As such, our community leads used the following lines of questioning to encourage instructors to foster a stronger connection with metacognition.

  • In your own words, how would you define metacognition?
  • What does metacognition mean for you as an instructor?
  • What information from the resources about metacognition resonated with you the most?
  • How can you apply that information in the classroom setting to promote student success?

The reflective questioning sparked a renewed interest in intellectual wellbeing. Instructors saw themselves as learners, became aware of their strengths and weaknesses, and set attainable goals towards self-improvement. 
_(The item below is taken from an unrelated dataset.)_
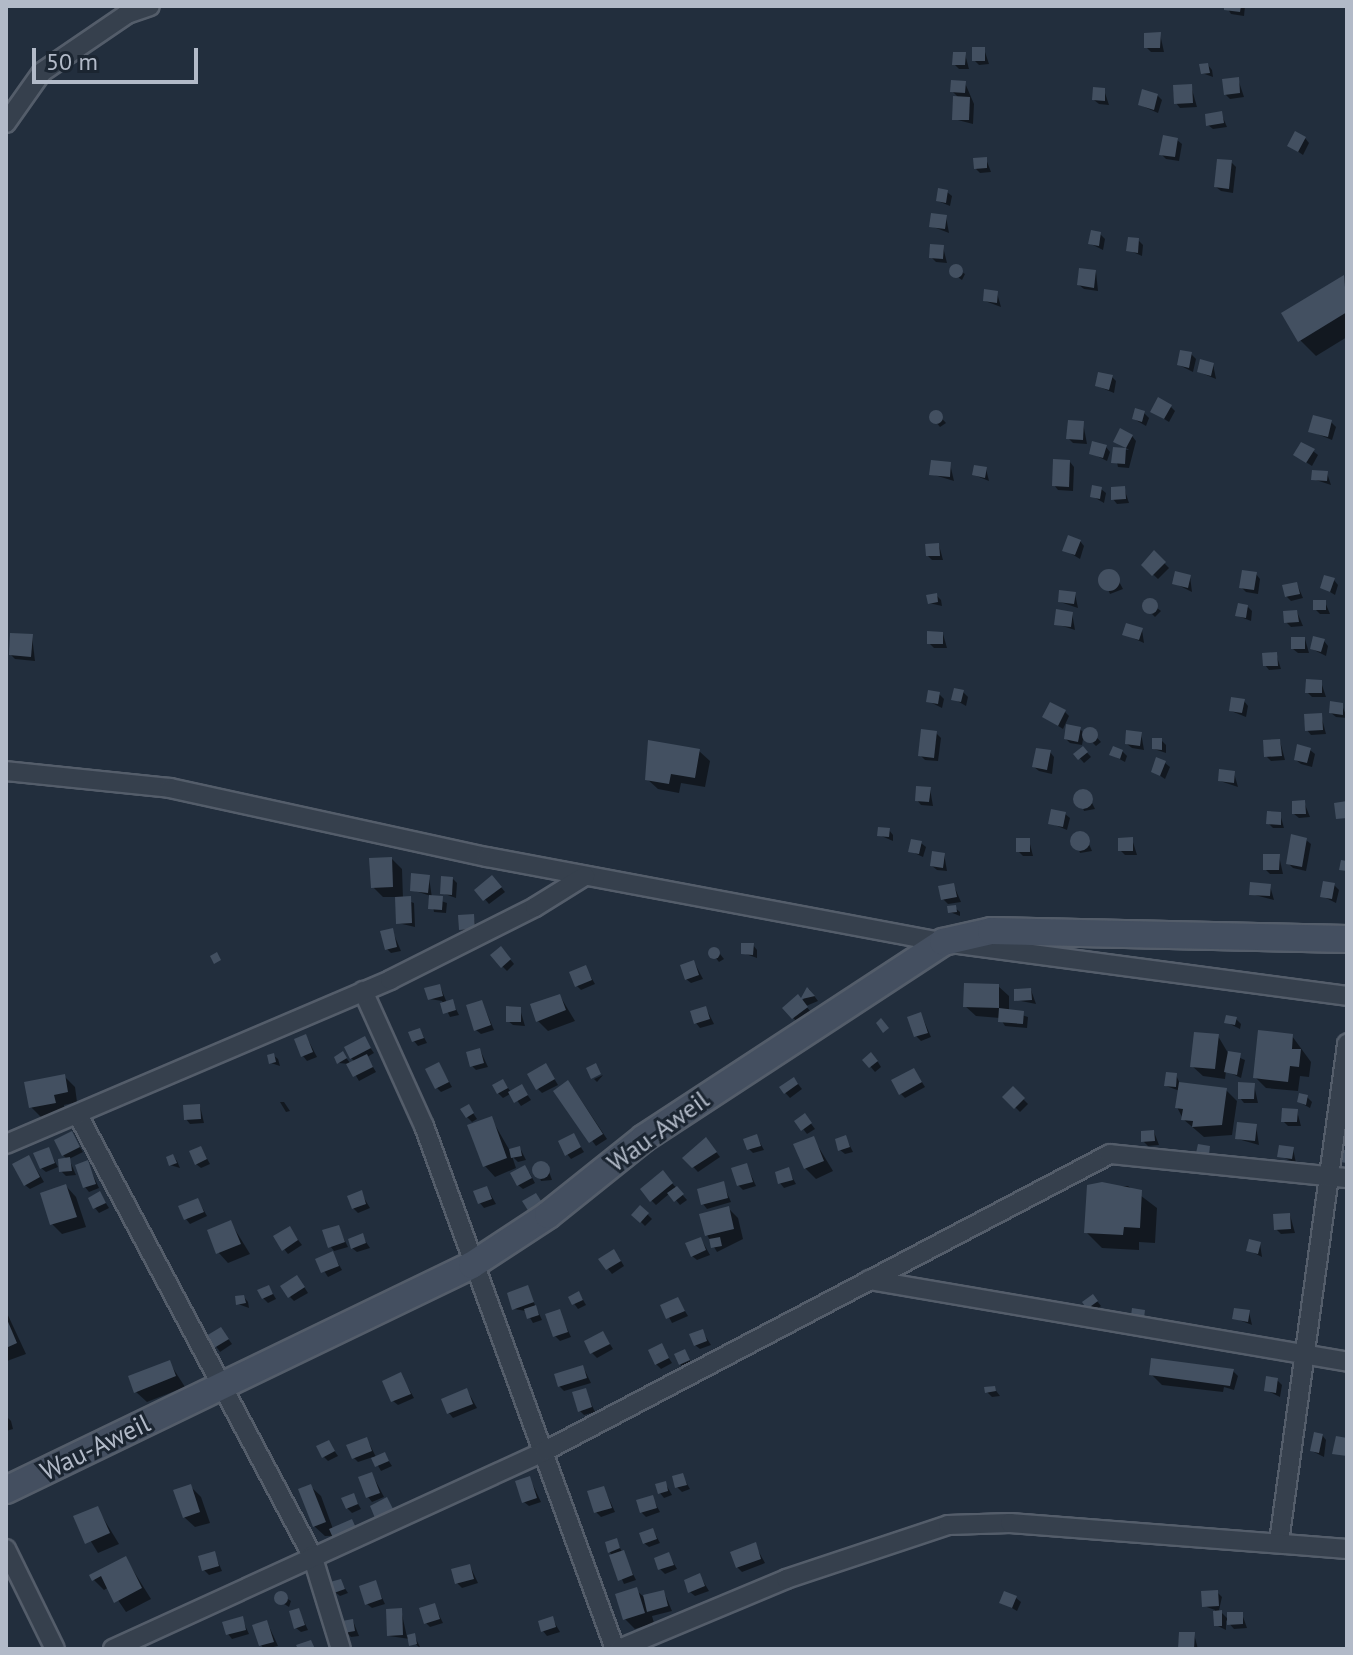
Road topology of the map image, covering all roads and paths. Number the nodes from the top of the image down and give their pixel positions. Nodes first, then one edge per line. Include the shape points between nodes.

Creating Metacognitively-based Conversations

Second, instructors learned how to fashion metacognitively-based conversations. Those who question critically tend to be strong critical thinkers, and critical thinkers rely on metacognition to ensure their thinking processes will reach desired learning outcomes (Halpern, 2014). Therefore, the community leads challenged instructors to use open-ended questions to keep discussions robust when engaging with their colleagues in communities of practice meetings.  Additionally, instructors participated in exercises using Bloom’s Taxonomy to develop question stems that produced higher order thinking.

Impact for Online Instructors

In a survey, instructors reported that communities of practice provided a safe place for learning how to question and evaluate one’s skills. After working in communities of practice, instructors became more confident using metacognition to bridge gaps in their work performance (Algozzini et al., 2017). Most importantly, instructors possessed a model for generating intellectual curiosity and metacognition among their students. It started with teaching them the power of reflective questioning. This change in teaching style emerged through the prism of social, teaching, and cognitive presence (Garrison, Anderson, & Archer, 2005).

Instructors increased their social presence and transformed their virtual classrooms into a community where students felt comfortable reflecting on what they learned. (Here is a collection of Tips for Creating Social Presence in Online Classrooms.) Instructors knew that students possess a teaching presence; they learn with and from each other. Therefore, instructors made learning content more relatable. They incorporated popular global or national issues relevant to the class discussion, so students could apply what they learned to real life examples. Finally, instructors strengthened their cognitive presence by using class forums to host metacognitively-based conversations. They challenged student thinking by asking open-ended questions and pushing them to support their claims with facts (Algozzini et al., 2017). As instructors demonstrated these tactics, students did the same among their peers.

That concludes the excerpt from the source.